*WHAT YOU SHOULD DO*
All lines in the records that carry the string "ALADÁR" are to be shown.

*MATERIAL PROVIDED*
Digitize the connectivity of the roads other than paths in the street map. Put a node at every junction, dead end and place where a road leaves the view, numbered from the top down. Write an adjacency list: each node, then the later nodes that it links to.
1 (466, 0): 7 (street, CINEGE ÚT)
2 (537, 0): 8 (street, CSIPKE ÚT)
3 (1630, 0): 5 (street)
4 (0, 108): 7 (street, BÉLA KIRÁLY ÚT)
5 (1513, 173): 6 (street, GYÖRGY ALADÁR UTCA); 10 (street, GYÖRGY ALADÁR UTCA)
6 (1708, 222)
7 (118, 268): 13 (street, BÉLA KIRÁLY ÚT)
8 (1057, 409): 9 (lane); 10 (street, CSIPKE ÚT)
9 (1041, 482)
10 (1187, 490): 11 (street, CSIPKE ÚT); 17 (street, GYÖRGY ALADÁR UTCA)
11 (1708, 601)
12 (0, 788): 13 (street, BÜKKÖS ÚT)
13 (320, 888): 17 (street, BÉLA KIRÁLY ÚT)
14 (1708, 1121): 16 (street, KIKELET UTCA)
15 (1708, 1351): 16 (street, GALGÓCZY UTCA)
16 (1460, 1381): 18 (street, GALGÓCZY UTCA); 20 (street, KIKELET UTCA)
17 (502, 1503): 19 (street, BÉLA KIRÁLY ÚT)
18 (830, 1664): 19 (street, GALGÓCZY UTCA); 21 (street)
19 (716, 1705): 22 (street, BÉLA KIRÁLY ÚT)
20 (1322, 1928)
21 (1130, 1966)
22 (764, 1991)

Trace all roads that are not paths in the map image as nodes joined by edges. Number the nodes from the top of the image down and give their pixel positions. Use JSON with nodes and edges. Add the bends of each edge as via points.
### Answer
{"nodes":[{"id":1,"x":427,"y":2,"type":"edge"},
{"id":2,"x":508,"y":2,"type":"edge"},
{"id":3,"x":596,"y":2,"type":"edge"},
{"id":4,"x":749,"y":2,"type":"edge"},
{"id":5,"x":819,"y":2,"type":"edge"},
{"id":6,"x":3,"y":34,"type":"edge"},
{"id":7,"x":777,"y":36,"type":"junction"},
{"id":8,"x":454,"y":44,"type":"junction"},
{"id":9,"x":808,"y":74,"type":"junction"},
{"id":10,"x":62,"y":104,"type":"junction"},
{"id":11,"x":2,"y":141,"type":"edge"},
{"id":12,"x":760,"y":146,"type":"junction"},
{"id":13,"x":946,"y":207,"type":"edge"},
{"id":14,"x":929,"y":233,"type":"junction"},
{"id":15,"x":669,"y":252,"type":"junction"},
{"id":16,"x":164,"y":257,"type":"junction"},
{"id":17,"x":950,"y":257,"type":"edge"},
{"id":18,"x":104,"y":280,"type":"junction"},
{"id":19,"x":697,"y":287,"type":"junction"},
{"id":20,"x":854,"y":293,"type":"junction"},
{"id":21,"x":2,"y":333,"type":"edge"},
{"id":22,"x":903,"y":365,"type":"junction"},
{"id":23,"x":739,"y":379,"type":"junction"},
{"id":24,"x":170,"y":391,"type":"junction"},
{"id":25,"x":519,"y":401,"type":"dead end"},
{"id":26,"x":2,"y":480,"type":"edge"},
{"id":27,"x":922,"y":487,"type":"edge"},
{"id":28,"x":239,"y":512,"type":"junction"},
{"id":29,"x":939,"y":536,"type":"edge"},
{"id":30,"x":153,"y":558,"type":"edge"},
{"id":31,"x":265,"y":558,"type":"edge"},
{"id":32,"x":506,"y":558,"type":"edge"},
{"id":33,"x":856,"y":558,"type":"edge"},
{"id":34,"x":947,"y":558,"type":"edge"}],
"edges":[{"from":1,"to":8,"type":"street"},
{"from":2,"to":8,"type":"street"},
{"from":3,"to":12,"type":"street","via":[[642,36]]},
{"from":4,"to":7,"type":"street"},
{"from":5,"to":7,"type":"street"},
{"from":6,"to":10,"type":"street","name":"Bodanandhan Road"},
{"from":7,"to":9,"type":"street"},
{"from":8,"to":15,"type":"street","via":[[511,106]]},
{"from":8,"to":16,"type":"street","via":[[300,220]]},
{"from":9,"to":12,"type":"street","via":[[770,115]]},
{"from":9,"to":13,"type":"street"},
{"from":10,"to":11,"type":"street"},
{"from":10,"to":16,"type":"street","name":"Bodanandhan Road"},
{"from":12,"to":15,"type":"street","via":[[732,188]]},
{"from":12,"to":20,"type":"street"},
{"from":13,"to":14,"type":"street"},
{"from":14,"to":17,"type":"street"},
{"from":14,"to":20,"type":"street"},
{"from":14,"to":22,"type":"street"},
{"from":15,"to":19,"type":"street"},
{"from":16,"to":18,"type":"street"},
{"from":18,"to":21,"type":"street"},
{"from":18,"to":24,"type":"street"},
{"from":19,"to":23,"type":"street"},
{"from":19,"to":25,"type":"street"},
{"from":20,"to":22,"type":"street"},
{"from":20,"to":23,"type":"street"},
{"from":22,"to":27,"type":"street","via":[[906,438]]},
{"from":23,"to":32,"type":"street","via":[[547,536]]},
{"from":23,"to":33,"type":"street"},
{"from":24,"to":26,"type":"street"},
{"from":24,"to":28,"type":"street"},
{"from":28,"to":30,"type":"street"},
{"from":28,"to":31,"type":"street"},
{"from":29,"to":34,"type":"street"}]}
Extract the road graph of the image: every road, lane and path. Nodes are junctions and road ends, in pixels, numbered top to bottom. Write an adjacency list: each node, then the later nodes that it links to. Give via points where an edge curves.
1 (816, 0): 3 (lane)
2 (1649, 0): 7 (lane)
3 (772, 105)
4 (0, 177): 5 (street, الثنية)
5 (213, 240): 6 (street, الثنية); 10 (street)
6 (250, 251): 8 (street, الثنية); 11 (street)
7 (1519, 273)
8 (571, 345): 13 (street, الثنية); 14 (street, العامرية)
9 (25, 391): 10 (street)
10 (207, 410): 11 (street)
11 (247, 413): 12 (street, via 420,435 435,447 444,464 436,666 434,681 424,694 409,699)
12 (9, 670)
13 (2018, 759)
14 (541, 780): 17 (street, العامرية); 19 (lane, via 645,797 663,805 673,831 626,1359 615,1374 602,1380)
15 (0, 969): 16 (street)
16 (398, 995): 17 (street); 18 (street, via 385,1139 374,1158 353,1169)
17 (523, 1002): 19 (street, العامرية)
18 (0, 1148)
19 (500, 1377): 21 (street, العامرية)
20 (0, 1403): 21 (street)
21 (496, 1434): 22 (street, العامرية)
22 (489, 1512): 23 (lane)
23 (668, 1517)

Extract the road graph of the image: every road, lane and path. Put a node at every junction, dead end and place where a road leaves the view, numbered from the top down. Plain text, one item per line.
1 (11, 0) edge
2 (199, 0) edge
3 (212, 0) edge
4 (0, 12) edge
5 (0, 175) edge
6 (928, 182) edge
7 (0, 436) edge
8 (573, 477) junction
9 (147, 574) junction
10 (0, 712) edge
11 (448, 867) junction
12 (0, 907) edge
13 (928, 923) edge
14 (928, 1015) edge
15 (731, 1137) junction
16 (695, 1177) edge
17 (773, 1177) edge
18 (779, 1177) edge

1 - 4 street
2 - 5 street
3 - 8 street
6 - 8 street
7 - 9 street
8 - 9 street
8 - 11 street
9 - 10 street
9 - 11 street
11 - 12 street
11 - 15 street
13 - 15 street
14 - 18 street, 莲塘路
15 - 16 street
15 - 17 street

*OUTPUT FOR THIS TASK*
5 (1513, 173): 6 (street, GYÖRGY ALADÁR UTCA); 10 (street, GYÖRGY ALADÁR UTCA)
10 (1187, 490): 11 (street, CSIPKE ÚT); 17 (street, GYÖRGY ALADÁR UTCA)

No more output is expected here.